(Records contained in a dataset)
-*-*-

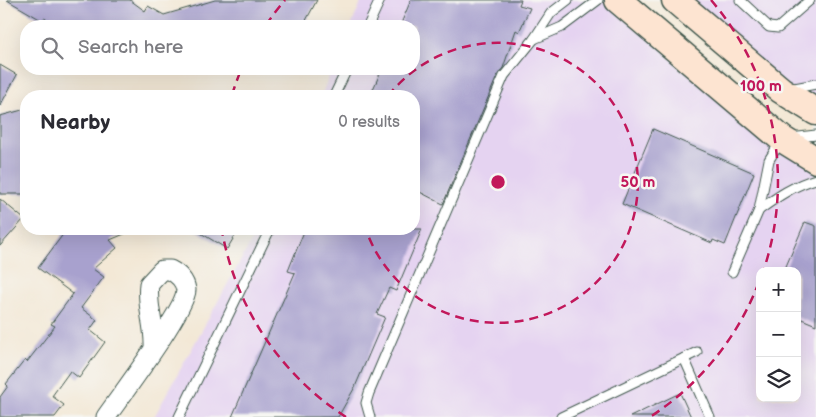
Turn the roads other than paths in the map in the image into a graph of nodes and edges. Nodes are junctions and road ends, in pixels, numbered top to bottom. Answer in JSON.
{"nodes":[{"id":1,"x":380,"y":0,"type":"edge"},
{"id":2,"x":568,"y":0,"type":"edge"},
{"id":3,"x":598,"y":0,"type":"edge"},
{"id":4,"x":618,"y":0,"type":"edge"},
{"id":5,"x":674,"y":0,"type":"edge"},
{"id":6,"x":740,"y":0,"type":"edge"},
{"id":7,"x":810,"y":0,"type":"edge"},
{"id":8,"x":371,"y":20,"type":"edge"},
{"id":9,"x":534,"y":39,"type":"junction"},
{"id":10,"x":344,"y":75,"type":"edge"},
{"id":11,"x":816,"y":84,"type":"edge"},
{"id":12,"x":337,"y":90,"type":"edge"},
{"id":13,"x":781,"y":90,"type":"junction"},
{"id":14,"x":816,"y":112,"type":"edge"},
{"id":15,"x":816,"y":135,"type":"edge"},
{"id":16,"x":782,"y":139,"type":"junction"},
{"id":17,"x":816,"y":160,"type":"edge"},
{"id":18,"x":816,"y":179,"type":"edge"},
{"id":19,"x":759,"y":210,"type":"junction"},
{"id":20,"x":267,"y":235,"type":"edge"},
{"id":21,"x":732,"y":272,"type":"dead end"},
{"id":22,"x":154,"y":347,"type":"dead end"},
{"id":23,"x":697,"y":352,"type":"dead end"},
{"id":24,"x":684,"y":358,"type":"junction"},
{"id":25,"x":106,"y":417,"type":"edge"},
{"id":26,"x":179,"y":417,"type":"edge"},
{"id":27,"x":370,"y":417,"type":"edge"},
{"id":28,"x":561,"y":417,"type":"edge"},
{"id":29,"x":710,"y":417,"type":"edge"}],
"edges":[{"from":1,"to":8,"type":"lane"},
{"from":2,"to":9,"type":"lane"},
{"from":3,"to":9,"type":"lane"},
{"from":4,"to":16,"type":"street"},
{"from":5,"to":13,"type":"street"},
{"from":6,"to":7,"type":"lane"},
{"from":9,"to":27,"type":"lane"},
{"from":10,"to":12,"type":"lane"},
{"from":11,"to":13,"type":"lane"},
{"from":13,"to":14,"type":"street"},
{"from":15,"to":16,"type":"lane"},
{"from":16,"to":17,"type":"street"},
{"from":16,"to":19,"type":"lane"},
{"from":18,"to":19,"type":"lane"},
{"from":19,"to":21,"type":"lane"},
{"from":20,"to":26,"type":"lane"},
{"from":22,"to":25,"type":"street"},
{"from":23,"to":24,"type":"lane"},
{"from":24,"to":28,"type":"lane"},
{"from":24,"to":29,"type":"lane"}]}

-*-*-

> **What is being asked**: Looking at the entries above, say how many lines contain the word "nodes". Only the number is wanted.

> **Solution below**: 2